Treasurys sold off on Wednesday, pushing long-term rates to their highest levels in almost three months, following a weak $16 billion sale of 20-year bonds and the release of minutes from the Federal Reserve’s January policy meeting.
What happened
-
The yield on the 2-year Treasury
BX:TMUBMUSD02Y
rose 4.3 basis points to 4.653%, from 4.610% on Tuesday. The yield is up two of the past three sessions and finished at its third-highest level of this year. Yields move in the opposite direction to prices. -
The yield on the 10-year Treasury
BX:TMUBMUSD10Y
advanced 4.7 basis points to 4.323%, from 4.276% on Tuesday. -
The yield on the 30-year Treasury
BX:TMUBMUSD30Y
rose 4.3 basis points to 4.491%, from 4.448% on Tuesday. - Wednesday’s levels are the highest for 10- and 30-year yields since Nov. 30, based on 3 p.m. Eastern time figures from Dow Jones Market Data.
What drove markets
Treasury’s $16 billion auction of 20-year notes produced “very ugly” results Wednesday afternoon, with dealers stepping in to take a higher-than-average 21.2% of the sale, according to Tom di Galoma, co-head of global rates trading for BTIG in New York.
The auction results triggered an afternoon selloff in government debt ahead of the 2 p.m. Eastern time release of the minutes from the Federal Reserve’s Jan. 30-31 policy meeting.
The selloff then continued as the minutes of the Fed’s most recent gathering came in. The minutes leaned in a hawkish direction and included a discussion around the possibility that inflation might stall.

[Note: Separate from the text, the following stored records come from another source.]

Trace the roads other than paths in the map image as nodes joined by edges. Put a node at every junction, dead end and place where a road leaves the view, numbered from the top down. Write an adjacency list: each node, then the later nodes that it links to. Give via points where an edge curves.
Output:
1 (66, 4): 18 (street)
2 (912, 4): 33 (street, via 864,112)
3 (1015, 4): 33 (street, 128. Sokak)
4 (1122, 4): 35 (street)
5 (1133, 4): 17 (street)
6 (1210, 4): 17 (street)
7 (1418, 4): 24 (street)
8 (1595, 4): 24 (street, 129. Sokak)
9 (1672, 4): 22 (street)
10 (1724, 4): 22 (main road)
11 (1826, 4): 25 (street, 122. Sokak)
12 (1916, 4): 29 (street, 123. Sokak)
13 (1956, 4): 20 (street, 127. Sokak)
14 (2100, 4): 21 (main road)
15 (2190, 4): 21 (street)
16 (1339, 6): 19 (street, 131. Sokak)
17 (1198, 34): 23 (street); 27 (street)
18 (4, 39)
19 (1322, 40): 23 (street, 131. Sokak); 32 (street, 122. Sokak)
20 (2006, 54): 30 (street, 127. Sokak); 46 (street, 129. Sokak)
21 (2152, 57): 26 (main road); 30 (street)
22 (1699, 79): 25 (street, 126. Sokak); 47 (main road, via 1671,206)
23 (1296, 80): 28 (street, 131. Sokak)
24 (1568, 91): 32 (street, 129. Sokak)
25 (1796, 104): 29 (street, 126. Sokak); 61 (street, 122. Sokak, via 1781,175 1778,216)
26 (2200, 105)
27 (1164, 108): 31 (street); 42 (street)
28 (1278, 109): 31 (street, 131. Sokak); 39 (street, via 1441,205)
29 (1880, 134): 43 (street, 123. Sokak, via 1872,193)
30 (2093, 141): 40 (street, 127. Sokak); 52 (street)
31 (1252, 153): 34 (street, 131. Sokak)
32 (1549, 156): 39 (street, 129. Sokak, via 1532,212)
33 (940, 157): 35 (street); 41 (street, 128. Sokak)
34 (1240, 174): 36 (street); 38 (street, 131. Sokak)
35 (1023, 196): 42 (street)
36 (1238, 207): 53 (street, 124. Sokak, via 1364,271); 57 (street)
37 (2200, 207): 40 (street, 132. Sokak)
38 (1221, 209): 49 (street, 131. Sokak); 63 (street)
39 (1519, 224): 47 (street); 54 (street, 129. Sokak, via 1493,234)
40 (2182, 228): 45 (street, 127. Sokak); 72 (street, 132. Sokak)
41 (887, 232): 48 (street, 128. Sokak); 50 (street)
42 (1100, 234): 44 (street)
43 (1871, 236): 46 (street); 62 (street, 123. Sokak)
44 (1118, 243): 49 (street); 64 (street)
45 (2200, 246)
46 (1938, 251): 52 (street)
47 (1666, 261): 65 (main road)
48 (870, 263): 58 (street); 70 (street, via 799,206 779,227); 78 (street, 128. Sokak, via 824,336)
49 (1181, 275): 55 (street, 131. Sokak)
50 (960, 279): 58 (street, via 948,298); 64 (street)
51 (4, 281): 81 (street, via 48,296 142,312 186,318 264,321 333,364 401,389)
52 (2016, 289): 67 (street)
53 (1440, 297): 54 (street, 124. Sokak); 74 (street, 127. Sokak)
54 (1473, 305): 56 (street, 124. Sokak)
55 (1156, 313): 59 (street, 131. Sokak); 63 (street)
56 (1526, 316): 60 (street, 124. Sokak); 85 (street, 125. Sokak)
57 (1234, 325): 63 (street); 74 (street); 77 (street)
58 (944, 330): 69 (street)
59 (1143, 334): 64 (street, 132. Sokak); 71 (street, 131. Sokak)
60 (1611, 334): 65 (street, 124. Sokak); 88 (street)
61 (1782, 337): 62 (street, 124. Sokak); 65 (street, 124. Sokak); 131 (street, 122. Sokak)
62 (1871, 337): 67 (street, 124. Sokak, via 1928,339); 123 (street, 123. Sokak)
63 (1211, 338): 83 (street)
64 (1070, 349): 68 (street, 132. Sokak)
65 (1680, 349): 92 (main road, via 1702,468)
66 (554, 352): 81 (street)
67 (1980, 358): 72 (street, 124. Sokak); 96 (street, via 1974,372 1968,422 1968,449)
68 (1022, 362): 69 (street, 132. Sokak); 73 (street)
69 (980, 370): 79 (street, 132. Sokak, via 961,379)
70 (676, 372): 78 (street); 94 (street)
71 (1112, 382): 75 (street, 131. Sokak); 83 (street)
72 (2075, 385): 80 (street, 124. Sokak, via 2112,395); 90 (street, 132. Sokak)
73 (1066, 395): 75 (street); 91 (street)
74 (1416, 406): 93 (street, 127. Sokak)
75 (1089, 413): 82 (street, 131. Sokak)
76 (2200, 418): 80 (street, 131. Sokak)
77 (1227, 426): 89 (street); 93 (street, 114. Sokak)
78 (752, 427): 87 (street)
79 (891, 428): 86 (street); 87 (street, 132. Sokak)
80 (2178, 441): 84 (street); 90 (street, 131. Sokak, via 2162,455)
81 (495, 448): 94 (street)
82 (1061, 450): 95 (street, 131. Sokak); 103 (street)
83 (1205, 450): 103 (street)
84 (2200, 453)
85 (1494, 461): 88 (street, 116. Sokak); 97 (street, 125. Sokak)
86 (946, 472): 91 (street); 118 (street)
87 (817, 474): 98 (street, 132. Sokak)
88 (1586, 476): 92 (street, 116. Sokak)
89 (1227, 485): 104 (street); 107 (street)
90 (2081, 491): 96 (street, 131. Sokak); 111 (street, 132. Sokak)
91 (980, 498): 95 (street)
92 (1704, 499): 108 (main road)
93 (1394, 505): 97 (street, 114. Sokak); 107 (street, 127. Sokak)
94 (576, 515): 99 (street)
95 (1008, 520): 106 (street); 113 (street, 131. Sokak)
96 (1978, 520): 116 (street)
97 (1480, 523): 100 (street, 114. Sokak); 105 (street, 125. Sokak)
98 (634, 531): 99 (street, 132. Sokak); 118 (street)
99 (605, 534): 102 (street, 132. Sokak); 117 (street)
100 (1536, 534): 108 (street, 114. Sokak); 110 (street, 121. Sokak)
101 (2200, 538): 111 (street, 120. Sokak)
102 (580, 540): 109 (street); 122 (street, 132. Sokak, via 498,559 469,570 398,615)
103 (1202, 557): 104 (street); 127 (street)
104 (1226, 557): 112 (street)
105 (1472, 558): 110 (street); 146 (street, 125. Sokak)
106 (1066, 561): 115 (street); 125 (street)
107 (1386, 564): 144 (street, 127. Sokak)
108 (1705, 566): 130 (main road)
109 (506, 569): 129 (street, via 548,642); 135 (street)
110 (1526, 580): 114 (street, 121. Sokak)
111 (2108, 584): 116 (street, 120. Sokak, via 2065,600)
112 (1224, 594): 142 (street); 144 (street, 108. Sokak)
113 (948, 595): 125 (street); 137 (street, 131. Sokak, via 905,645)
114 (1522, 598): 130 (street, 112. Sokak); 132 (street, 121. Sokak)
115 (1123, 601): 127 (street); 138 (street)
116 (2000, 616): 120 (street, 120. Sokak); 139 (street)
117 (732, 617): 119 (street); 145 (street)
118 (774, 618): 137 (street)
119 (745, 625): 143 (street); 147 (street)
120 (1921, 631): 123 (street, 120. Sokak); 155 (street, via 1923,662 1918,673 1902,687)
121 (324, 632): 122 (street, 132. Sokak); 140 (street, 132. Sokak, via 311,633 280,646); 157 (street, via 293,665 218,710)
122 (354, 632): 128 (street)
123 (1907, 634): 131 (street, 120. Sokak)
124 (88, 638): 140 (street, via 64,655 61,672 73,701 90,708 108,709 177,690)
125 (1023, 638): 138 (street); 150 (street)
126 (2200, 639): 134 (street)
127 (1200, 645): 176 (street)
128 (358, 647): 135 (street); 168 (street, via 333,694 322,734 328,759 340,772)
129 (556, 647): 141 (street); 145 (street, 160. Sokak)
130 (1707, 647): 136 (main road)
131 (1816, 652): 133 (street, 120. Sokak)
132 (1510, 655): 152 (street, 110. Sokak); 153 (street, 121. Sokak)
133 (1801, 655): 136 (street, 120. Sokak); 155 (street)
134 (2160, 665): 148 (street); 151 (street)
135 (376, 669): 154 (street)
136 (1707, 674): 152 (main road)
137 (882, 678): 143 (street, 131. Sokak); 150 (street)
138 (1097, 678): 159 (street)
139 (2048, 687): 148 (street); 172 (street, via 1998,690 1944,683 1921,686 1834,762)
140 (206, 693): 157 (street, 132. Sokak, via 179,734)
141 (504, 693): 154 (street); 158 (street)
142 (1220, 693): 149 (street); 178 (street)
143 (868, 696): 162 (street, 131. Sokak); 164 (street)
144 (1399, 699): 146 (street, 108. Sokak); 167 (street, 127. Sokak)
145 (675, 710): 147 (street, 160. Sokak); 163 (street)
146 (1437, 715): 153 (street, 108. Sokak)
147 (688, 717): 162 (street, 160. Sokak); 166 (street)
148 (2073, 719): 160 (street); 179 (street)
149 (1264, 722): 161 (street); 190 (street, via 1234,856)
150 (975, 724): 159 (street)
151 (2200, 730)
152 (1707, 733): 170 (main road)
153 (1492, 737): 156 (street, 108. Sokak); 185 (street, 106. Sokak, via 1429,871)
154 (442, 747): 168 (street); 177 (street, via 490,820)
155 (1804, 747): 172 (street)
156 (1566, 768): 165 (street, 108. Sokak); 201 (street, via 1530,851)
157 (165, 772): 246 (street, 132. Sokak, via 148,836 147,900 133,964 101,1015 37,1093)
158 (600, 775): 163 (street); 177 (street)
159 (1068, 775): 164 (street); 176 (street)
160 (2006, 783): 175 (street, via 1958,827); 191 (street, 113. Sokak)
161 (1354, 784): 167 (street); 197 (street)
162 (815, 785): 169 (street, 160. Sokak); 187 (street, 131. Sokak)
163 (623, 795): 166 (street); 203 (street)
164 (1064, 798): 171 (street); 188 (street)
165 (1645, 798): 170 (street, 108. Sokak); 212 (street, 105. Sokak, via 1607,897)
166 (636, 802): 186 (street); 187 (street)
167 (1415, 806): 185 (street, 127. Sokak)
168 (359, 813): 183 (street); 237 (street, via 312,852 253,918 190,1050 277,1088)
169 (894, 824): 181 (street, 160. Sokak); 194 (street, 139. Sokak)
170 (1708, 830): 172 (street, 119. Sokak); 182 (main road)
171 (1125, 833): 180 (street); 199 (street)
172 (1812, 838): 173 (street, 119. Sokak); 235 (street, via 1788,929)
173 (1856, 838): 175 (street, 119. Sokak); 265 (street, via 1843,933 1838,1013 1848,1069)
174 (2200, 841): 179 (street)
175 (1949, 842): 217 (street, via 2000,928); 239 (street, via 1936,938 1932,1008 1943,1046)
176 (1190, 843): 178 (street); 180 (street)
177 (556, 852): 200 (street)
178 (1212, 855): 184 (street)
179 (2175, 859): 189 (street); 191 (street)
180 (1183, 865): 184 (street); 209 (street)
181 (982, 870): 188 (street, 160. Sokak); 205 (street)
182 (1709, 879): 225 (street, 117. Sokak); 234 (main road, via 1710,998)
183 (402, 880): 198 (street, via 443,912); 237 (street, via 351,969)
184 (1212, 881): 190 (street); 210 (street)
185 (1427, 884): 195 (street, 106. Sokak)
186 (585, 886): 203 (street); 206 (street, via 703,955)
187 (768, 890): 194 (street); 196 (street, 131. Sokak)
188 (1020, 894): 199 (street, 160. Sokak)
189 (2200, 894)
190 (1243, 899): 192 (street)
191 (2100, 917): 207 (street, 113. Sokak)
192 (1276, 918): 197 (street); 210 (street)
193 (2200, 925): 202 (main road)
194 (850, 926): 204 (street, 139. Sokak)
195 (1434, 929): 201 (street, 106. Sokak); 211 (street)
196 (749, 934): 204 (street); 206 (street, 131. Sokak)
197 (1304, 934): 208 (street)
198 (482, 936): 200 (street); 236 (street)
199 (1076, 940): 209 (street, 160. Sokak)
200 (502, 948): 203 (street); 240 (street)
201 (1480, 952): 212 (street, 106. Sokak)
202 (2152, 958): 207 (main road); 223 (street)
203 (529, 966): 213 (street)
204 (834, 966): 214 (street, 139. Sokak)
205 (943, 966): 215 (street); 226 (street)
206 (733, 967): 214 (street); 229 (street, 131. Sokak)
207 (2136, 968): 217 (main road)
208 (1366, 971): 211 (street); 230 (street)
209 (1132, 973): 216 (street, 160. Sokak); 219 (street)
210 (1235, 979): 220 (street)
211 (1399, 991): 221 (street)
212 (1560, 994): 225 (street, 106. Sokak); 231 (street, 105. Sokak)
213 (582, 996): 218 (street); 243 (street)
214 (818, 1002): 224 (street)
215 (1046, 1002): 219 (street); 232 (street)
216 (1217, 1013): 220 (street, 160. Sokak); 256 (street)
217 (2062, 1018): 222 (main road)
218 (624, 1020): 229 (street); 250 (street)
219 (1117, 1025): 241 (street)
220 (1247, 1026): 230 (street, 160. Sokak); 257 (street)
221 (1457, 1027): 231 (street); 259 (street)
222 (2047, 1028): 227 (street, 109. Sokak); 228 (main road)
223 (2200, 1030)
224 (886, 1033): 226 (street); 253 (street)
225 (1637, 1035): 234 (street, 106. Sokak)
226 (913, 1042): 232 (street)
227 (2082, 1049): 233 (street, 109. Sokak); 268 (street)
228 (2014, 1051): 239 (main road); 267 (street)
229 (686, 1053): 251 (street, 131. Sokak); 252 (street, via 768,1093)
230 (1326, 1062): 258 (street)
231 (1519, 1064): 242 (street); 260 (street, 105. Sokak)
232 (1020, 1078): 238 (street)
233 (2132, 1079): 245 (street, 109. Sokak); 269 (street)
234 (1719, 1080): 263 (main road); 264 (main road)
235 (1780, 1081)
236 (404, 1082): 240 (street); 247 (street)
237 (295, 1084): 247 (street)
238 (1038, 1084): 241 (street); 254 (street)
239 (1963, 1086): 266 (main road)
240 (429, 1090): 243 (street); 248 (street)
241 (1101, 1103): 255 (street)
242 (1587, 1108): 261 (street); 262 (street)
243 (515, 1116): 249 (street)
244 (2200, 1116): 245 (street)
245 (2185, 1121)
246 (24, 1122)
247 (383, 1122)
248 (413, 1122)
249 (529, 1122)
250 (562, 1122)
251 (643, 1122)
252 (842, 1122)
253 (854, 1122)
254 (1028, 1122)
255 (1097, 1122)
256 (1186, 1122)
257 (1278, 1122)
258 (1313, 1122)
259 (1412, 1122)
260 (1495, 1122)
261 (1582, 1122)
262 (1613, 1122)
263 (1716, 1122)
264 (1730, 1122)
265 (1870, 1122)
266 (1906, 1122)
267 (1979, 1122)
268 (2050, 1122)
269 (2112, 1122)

Fed-funds futures traders priced in a 93.5% probability that the central bank will leave interest rates unchanged at between 5.25% and 5.5% on March 20, according to the CME FedWatch Tool. The chance of at least a 25-basis-point rate cut by June was seen at 72.3%. The central bank is mostly expected to deliver at least three quarter-point rate cuts by December.
Meanwhile, at a banking event on Wednesday in Washington, D.C., Fed Gov. Michelle Bowman said uncertainty in the economic data rules out rate cuts for now.
What strategists are saying
“After a burst of optimism in late 2023, we’re coming back to reality as inflation lingers,” said David Russell, global head of market strategy at TradeStation. “Policy makers don’t see any reason to rush rate cuts, especially with the strong labor market. Investors could now find themselves back in wait-and-see mode, with an eye on the next employment and CPI reports. Things could drift until we get more data.”